Our comprehensive strategy involves cattle movement controls, vaccination in the edge areas and culling where the disease is rife.
We know from the experience in Australia where bovine TB has been eradicated, and in Ireland and New Zealand where it is being dramatically reduced, that this approach works.
As the Chief Vet pointed out, the experience of the cull in Somerset shows controlled shooting and cage trapping can work to reduce disease. And the situation Gloucestershire reflects the challenges of extensive unlawful protest and intimidation.
This government is determined to continue implementing all of the elements of our comprehensive strategy.
Let me be clear— we will not walk away. We will do whatever it takes to eradicate this disease.

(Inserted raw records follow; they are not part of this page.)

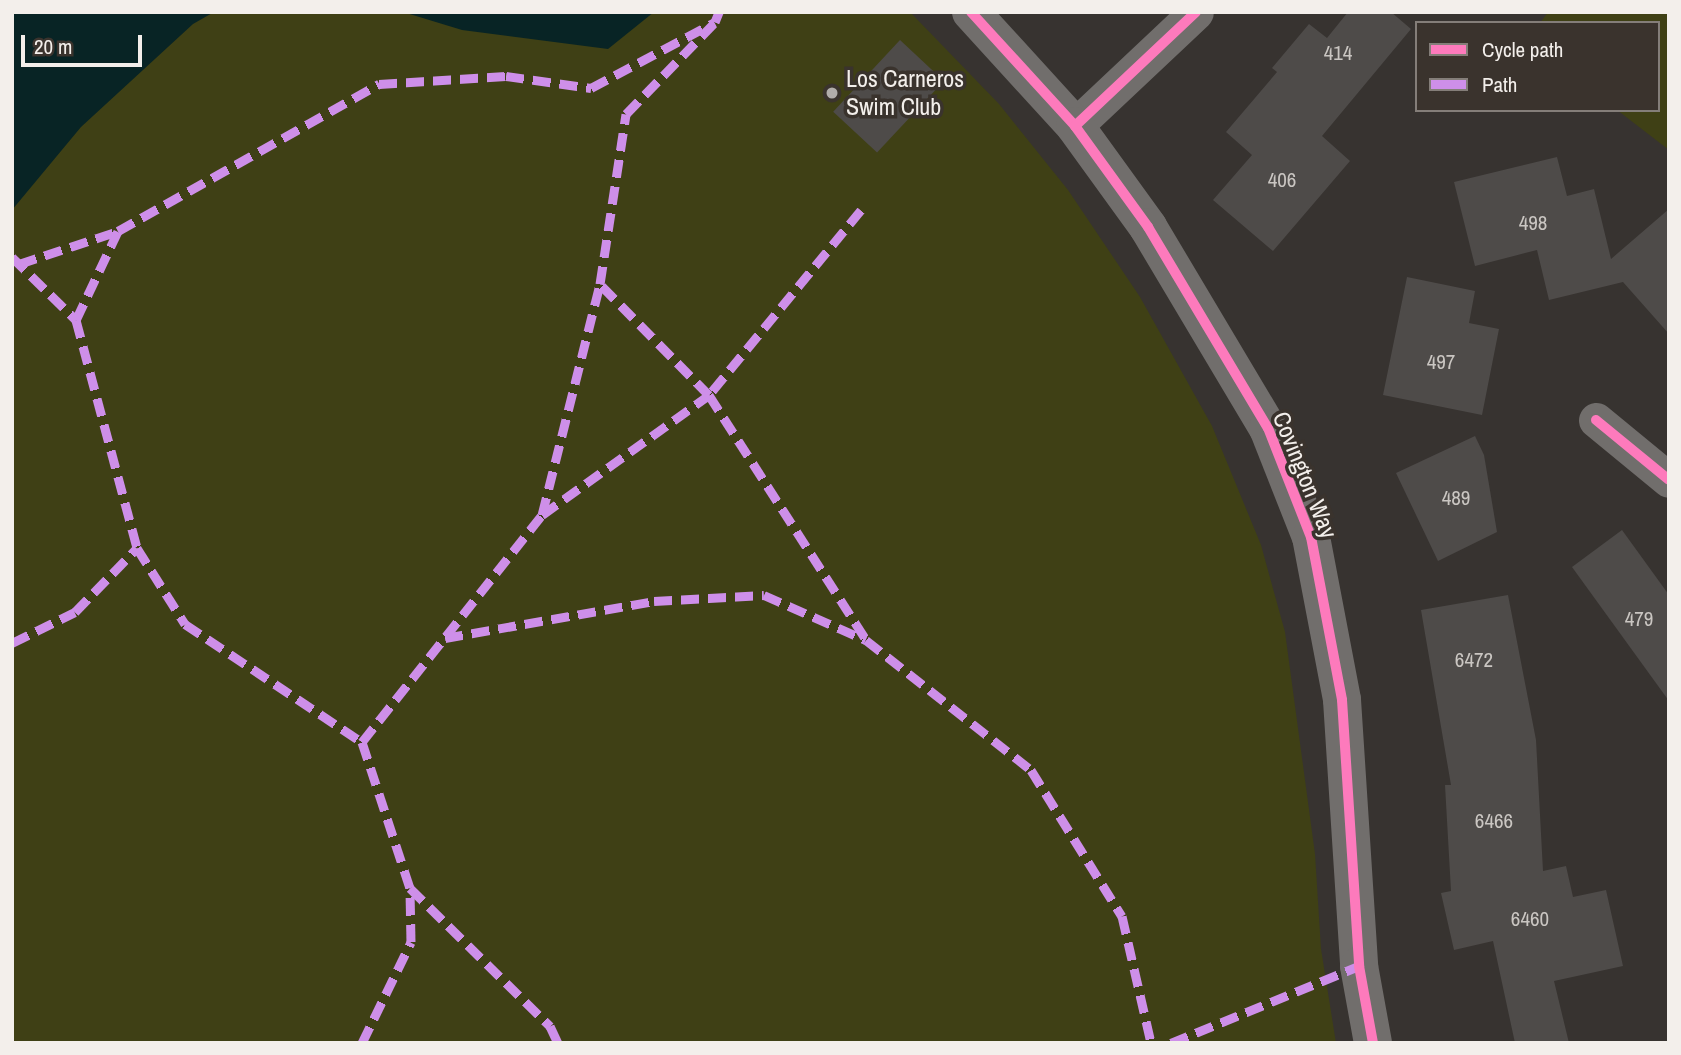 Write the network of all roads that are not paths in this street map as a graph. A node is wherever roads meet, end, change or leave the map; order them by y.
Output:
1 (971, 12) edge
2 (1196, 12) edge
3 (1075, 126) junction
4 (1596, 421) dead end
5 (1669, 480) edge
6 (1373, 1043) edge

1 - 3 street, Covington Way
2 - 3 street
3 - 6 street, Covington Way
4 - 5 street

Food and farming is one of the areas of our national life that is most burdened with red tape – much of it unnecessary, as I’m sure many in this room are aware. I want farmers farming not form filling.
Since 2010 we have:
- Cut 10,000 unnecessary dairy inspections a year.
- 14 out of 31 inspection regimes now allow farmers to earn recognition, saving them time and money.
- We are reducing the volume of Defra guidance by 80%.
- We’re also bringing tractor and trailer regulations up to date, raising weight and speed limits.
I am also determined to see change at the European level, which is the source of 80% of our rules in the case of environmental regulation alone.
As soon as the new European commission started work, I went to see Commissioner Hogan to work to secure an urgent review the three crop rule and simpler greening requirements. I want farmers growing what people want to buy, not what Europe tells them to.
I also met the environment and food safety commissioners and called for decisions on issues like pesticides and GM cultivation to be made on scientific evidence alone.
Ultimately we want to see far more decisions to be taken in Britain for the benefit of British producers.
In the 18th century, we started the world’s agricultural revolution and our farmers are geared up for the next one. The one Silicon Valley calls Food 2.0.
We have the leading scientists. The expert farmers. The integrated systems.
Our £160 million agritech strategy will lead directly to innovations in the fields and on the shelves.
The increasingly forward-looking and efficient managers of our food and farming businesses are also coming up with smart, integrated ways to structure themselves.
That means companies like Coop, Waitrose, Sainsbury’s and McDonald’s working closely with farmers to make sure they are producing what consumers want.
Food and farming is embracing the future - but at the same time it is, like the rest of the country, rediscovering our great food heritage.
Somewhere along the line we lost that connection. If you look back to 1939, ten days after the outbreak of war, farming was brought under government control and the order went out, produce as much as you can. It made sense. Britain was preparing for siege.
But it went on for decades and decades, paying farmers to produce as much bulk as they could, ending in the absurdity of butter mountains and bursting grain warehouses.
We have rediscovered that connection with our food with a vengeance. Over Christmas, I wrote an open letter to Laurent Fabius, the French foreign minister.
France is worried that Anglo-Saxon food could be threatening its own culinary status and is planning a worldwide food campaign of its own.
The French have even complained about a supposed Anglo-Saxon food conspiracy.
What I would say that they are absolutely right to be worried. I am confident we can take on all comers.
We have the entrepreneurs and go-ahead farmers to do it, taking pride in our heritage to forge a future based on innovation, technology and the quality of our great British food.
This government will not let farming be ignored again.
Food and farming is a core part of our long-term economic plan and it is at the heart of this government’s agenda for Britain’s economic future.